Based on the following assumptions, boundary and loading conditions were applied to the FE models. The implant stems inserted into the intramedullary canal were adhered to the bone using a cementless technique to securely hold the implant in the femoral canal, as shown in . No slipping occurred among elements such as the femoral stem, cancellous bone or cortical bone. The FE models of the implant stems were fixed to the bone at 15 mm from the bottom of the stem. A simplified stationary loading of 1750 N was applied to the head at an angle of 25° from the straight line to the femoral axis direction, matching the loading configuration of a person with a body weight of 70 kg standing on one leg. Note that we reasoned that standing is the second most frequent activity during the day of a patient (sitting is the most frequent activity).[Citation18]

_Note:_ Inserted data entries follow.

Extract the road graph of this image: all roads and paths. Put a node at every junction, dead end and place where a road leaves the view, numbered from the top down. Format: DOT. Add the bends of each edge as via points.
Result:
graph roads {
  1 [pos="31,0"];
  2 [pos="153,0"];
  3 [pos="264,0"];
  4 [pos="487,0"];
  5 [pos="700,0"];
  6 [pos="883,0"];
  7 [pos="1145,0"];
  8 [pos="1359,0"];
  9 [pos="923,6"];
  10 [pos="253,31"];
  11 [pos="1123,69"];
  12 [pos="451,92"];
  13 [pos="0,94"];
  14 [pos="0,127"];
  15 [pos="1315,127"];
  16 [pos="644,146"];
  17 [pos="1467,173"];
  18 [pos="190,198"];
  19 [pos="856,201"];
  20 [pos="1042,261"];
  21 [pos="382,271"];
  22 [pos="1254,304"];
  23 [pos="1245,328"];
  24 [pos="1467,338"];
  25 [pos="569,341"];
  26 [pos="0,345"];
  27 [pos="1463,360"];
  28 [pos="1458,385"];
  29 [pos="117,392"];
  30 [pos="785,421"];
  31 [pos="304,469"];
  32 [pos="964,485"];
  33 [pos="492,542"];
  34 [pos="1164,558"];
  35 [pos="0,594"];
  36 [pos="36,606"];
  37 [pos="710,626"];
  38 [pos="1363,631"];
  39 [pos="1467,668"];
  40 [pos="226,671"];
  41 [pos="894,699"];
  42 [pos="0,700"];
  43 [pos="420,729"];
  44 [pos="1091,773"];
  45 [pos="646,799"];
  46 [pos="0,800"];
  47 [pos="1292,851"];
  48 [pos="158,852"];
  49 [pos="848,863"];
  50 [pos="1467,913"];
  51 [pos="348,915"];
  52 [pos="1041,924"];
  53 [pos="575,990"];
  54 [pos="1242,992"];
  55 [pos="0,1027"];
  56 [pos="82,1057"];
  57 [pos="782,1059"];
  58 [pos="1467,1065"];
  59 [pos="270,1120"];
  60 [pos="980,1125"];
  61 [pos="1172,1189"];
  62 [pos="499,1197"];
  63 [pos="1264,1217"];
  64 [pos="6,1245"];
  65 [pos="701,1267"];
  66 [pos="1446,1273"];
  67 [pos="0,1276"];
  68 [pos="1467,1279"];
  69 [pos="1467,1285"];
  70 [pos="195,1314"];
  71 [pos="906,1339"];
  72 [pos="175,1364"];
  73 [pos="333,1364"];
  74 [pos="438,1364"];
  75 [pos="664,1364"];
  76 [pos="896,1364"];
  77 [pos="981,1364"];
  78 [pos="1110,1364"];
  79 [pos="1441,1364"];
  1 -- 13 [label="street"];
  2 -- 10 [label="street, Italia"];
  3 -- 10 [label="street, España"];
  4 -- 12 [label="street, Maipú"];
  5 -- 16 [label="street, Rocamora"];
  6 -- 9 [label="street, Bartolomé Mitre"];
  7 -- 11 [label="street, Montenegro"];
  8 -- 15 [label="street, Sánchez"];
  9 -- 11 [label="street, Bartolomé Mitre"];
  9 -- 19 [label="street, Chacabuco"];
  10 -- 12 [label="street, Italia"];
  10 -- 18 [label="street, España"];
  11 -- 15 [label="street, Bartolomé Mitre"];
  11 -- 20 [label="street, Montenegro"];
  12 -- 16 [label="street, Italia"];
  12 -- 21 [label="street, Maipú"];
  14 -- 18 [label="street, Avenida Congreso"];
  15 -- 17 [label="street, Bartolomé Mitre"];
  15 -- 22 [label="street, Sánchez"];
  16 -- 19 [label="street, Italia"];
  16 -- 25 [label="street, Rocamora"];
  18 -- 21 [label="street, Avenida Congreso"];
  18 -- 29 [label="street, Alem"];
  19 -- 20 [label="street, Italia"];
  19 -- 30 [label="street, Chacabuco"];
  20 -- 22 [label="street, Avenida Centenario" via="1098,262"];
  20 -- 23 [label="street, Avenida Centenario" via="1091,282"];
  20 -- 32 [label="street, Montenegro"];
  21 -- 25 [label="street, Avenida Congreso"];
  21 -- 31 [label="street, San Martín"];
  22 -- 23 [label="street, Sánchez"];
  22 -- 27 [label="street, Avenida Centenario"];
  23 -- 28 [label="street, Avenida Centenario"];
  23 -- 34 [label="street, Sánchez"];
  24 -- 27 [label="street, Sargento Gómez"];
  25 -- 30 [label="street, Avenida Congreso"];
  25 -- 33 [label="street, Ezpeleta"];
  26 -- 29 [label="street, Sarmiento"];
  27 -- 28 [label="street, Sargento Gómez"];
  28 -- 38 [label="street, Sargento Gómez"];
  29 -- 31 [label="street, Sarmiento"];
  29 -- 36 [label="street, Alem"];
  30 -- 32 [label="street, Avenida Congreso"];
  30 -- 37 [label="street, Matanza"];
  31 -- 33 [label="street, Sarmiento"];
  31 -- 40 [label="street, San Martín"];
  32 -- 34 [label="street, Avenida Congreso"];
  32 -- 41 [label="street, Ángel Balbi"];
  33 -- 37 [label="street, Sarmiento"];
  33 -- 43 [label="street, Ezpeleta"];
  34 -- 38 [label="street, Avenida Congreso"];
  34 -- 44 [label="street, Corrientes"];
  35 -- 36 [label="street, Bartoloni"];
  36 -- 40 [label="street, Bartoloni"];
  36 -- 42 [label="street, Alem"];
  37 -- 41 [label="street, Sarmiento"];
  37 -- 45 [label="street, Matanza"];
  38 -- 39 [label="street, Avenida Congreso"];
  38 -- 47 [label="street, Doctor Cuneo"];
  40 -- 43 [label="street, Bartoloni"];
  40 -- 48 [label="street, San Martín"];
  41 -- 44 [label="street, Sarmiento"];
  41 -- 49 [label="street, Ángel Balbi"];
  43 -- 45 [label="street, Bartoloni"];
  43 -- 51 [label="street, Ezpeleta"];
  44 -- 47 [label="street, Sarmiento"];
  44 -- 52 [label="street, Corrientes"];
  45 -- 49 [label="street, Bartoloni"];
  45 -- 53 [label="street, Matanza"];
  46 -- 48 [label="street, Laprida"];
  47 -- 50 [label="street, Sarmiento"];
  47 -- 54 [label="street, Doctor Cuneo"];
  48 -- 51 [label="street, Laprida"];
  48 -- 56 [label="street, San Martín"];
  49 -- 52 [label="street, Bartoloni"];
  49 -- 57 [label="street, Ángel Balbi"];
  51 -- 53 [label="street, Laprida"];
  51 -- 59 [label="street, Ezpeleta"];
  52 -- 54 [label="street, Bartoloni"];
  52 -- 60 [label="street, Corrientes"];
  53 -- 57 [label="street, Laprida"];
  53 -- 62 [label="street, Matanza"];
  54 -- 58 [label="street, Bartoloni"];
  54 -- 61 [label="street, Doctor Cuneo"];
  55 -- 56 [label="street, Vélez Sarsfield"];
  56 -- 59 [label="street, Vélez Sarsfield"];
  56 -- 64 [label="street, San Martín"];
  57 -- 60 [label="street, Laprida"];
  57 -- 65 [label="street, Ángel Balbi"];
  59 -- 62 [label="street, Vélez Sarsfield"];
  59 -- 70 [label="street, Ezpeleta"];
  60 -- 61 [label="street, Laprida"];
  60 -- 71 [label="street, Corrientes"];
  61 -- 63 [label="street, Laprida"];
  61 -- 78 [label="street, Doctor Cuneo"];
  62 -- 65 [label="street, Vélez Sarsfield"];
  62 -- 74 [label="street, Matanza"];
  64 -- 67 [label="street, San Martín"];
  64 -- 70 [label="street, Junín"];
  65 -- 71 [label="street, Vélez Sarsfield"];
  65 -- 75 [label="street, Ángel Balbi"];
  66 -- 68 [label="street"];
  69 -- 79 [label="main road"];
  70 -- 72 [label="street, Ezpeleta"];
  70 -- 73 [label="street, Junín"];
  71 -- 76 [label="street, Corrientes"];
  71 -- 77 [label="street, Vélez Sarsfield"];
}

Figure 2. Schematic descriptions of the implanted stem, cancellous bone and cortical bone under a constant loading condition. PL, PM, DL and PM indicate proximal-lateral, proximal–medial, distal–lateral and proximal–medial areas of the femur, respectively.
As shown in , the femur was divided into four separate regions, proximal–lateral, proximal–medial, distal–lateral and distal–medial areas, for consistent description. Considering the brittleness of bones and the elasticity of implant, stress distribution was expressed with regard to the maximum principal stress and von Mises stress. The prostheses inserted into the intramedullary canal were of particular interest in the present study.
Results and discussion
Maximum principal stress at the bone–implant interface
shows the distribution of maximum principal stress along the length of the bone–implant interface of the femur when a constant loading of 1750 N was applied to the four different types of prostheses. In general, maximum principal stress increased along the paths 1 and 2 from the proximal region to the distal region of the femur, with the peak value observed at the distal region of the implant stem. For path 1, stress distribution of type 3 increased by 1.6% on average when compared to type 1 along the full length. The type 4 implant had the lowest stress distribution among the four types of prostheses, showing an average 19.0% reduction when compared to type 1 along the full length. For path 2, an overall reduction in stress distribution from proximal to distal regions was also observed for type 4. Stress distribution was reduced by 8.0% on average when compared to type 1. However, the other types (i.e. types 2 and 3) experienced no significant differences in stress distribution.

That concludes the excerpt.